----- DATA IN THIS EXERCISE -----
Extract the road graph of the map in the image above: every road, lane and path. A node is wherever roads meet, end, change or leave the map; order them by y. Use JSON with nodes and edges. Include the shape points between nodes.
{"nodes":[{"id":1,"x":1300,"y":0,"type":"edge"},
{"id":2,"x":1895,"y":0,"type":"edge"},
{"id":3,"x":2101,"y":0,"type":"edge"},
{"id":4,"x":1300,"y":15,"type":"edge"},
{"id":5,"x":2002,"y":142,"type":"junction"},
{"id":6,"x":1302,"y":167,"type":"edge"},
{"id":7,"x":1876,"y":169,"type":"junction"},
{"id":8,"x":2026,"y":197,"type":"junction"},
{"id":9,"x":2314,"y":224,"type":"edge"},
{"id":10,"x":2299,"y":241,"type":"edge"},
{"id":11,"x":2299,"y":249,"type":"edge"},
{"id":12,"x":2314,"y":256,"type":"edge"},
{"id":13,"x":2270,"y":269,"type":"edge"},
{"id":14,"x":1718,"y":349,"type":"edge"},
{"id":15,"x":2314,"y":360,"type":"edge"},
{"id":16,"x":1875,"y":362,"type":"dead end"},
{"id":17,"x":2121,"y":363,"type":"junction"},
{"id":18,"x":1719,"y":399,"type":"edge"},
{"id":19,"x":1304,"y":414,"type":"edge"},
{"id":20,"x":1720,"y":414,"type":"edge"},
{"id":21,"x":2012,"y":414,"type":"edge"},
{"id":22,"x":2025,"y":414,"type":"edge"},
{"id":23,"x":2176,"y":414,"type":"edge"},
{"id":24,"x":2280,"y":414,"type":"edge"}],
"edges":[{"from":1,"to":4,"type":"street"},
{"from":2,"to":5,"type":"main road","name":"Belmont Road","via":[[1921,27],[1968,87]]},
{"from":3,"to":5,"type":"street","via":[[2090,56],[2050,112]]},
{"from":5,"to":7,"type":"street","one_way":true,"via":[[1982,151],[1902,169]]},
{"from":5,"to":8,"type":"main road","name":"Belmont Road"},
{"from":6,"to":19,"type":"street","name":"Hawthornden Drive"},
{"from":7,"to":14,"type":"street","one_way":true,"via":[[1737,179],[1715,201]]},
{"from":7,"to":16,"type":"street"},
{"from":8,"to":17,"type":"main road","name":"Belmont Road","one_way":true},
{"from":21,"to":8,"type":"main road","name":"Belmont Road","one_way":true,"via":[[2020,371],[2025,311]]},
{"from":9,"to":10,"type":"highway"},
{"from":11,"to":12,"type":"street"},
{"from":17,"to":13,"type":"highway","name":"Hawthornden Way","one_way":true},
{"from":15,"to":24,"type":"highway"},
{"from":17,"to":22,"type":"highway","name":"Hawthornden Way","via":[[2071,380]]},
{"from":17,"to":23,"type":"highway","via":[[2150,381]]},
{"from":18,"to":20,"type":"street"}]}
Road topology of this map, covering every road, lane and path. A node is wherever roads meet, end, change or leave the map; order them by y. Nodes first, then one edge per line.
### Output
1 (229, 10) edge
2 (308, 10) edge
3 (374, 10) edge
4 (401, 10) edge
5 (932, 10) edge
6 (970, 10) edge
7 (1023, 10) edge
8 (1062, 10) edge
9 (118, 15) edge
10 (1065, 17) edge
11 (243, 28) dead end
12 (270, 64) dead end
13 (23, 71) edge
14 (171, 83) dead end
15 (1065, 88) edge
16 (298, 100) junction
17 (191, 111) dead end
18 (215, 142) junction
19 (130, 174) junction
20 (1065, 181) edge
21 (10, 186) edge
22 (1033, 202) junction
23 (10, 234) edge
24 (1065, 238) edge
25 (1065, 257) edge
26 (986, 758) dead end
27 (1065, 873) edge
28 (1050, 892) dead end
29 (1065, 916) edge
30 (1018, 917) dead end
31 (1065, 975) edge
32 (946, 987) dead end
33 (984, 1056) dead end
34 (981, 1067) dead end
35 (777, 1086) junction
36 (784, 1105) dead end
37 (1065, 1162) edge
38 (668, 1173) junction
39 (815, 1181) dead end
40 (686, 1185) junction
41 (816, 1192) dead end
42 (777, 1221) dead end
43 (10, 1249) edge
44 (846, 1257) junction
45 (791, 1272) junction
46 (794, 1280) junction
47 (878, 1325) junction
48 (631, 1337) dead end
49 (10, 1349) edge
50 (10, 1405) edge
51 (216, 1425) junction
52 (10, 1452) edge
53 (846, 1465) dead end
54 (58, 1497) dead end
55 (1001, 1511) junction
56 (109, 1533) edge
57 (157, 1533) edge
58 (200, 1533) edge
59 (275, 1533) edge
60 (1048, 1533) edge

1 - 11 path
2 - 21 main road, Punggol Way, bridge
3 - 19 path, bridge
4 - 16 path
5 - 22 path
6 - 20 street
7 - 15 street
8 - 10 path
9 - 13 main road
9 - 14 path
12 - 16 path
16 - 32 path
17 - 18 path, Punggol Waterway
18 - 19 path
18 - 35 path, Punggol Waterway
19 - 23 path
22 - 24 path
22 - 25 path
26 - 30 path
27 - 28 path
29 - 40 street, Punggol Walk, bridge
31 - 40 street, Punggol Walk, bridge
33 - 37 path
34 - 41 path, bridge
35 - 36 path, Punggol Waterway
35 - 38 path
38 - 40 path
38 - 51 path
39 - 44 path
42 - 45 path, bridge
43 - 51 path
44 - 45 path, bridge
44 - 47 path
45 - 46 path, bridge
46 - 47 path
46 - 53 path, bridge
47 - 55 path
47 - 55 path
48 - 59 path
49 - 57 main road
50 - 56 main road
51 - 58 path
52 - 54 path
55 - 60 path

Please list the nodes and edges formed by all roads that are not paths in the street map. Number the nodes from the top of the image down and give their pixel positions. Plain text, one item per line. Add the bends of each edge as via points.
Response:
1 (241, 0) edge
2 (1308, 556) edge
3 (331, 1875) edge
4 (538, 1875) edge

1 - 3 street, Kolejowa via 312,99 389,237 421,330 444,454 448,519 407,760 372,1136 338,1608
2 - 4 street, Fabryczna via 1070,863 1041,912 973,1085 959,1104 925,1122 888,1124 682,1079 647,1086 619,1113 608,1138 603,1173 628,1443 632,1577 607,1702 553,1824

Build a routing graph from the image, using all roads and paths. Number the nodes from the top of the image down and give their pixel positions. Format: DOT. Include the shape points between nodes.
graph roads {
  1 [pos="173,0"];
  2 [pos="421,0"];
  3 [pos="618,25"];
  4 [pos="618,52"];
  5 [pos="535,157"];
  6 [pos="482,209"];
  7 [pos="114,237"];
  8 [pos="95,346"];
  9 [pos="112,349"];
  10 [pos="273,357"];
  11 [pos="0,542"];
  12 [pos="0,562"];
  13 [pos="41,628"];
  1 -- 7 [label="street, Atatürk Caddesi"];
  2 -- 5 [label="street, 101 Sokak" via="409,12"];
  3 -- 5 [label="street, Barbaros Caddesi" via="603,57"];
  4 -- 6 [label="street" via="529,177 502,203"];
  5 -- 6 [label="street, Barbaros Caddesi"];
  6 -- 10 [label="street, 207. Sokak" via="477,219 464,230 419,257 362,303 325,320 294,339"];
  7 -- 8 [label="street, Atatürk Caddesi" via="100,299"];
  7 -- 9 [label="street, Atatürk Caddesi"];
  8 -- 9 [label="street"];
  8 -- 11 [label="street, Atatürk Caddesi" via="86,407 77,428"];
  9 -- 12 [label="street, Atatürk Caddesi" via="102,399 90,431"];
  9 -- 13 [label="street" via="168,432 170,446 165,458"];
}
-----
Write only the number of lines in the data where the string "down" can be found.

2